What the task asks:
Return exactly the lines that run from the one containing "Write the network" to the end of the entries, with both ends included.

Records to process:
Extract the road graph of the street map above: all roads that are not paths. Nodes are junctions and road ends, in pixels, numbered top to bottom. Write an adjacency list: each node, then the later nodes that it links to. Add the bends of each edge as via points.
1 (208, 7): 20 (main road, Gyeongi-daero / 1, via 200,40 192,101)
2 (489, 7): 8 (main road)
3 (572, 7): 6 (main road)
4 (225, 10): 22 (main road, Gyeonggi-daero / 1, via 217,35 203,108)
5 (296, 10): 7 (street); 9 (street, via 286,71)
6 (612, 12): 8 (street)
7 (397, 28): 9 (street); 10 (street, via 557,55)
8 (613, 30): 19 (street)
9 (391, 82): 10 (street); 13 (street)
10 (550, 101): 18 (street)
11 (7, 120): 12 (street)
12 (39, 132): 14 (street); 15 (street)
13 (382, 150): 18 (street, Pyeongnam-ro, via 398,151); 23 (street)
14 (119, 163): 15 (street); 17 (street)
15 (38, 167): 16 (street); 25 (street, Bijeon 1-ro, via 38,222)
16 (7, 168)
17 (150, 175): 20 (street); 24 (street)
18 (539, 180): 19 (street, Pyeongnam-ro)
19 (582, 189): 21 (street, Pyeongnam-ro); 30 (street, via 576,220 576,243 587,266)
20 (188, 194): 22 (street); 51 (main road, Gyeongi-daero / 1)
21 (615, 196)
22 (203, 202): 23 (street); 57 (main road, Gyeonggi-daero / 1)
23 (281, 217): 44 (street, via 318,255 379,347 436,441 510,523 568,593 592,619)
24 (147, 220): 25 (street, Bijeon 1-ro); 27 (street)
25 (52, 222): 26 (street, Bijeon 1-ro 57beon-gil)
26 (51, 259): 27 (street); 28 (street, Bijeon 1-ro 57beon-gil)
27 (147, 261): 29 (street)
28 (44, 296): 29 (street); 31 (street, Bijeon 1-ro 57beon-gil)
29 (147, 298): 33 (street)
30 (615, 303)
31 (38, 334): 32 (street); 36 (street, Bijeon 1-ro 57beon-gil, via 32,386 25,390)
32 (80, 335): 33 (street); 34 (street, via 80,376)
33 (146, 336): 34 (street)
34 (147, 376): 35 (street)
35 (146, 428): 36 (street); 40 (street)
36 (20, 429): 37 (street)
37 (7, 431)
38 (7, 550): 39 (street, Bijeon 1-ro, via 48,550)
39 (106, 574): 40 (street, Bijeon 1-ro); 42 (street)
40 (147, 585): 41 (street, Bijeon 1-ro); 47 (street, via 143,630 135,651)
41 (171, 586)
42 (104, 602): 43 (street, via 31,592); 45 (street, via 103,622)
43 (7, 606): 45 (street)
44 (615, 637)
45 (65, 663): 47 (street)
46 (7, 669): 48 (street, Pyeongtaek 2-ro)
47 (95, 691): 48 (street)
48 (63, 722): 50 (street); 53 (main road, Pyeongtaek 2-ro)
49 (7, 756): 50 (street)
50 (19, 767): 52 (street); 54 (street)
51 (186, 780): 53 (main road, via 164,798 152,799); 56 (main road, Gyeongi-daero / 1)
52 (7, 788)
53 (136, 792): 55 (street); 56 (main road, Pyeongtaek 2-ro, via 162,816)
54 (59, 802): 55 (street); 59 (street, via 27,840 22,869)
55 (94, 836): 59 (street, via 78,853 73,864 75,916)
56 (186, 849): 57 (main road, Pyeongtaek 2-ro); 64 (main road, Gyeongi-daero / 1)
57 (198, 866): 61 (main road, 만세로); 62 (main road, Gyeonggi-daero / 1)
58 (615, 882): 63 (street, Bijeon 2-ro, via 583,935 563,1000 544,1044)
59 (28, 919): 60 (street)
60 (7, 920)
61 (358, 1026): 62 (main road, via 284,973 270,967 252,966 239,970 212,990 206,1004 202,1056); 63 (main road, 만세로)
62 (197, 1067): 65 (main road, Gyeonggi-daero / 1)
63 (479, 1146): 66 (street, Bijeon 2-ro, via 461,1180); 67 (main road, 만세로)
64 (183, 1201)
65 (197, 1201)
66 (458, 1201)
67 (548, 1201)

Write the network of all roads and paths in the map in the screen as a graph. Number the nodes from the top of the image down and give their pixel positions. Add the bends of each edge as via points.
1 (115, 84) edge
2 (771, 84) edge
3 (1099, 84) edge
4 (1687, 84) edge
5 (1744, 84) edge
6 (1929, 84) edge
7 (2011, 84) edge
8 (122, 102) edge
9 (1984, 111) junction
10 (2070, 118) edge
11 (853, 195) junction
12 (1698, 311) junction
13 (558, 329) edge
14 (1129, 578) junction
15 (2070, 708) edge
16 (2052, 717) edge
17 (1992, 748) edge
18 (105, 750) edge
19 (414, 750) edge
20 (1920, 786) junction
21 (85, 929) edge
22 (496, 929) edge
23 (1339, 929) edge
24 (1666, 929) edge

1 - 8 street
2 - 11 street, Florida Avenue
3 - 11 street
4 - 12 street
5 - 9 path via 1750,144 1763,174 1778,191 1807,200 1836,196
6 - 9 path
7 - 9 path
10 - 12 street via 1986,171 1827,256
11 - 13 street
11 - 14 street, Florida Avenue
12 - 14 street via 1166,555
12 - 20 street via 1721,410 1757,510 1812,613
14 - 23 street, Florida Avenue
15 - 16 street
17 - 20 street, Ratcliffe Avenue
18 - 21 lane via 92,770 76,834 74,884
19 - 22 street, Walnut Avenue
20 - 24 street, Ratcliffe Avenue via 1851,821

Written solution:
Write the network of all roads and paths in the map in the screen as a graph. Number the nodes from the top of the image down and give their pixel positions. Add the bends of each edge as via points.
1 (115, 84) edge
2 (771, 84) edge
3 (1099, 84) edge
4 (1687, 84) edge
5 (1744, 84) edge
6 (1929, 84) edge
7 (2011, 84) edge
8 (122, 102) edge
9 (1984, 111) junction
10 (2070, 118) edge
11 (853, 195) junction
12 (1698, 311) junction
13 (558, 329) edge
14 (1129, 578) junction
15 (2070, 708) edge
16 (2052, 717) edge
17 (1992, 748) edge
18 (105, 750) edge
19 (414, 750) edge
20 (1920, 786) junction
21 (85, 929) edge
22 (496, 929) edge
23 (1339, 929) edge
24 (1666, 929) edge

1 - 8 street
2 - 11 street, Florida Avenue
3 - 11 street
4 - 12 street
5 - 9 path via 1750,144 1763,174 1778,191 1807,200 1836,196
6 - 9 path
7 - 9 path
10 - 12 street via 1986,171 1827,256
11 - 13 street
11 - 14 street, Florida Avenue
12 - 14 street via 1166,555
12 - 20 street via 1721,410 1757,510 1812,613
14 - 23 street, Florida Avenue
15 - 16 street
17 - 20 street, Ratcliffe Avenue
18 - 21 lane via 92,770 76,834 74,884
19 - 22 street, Walnut Avenue
20 - 24 street, Ratcliffe Avenue via 1851,821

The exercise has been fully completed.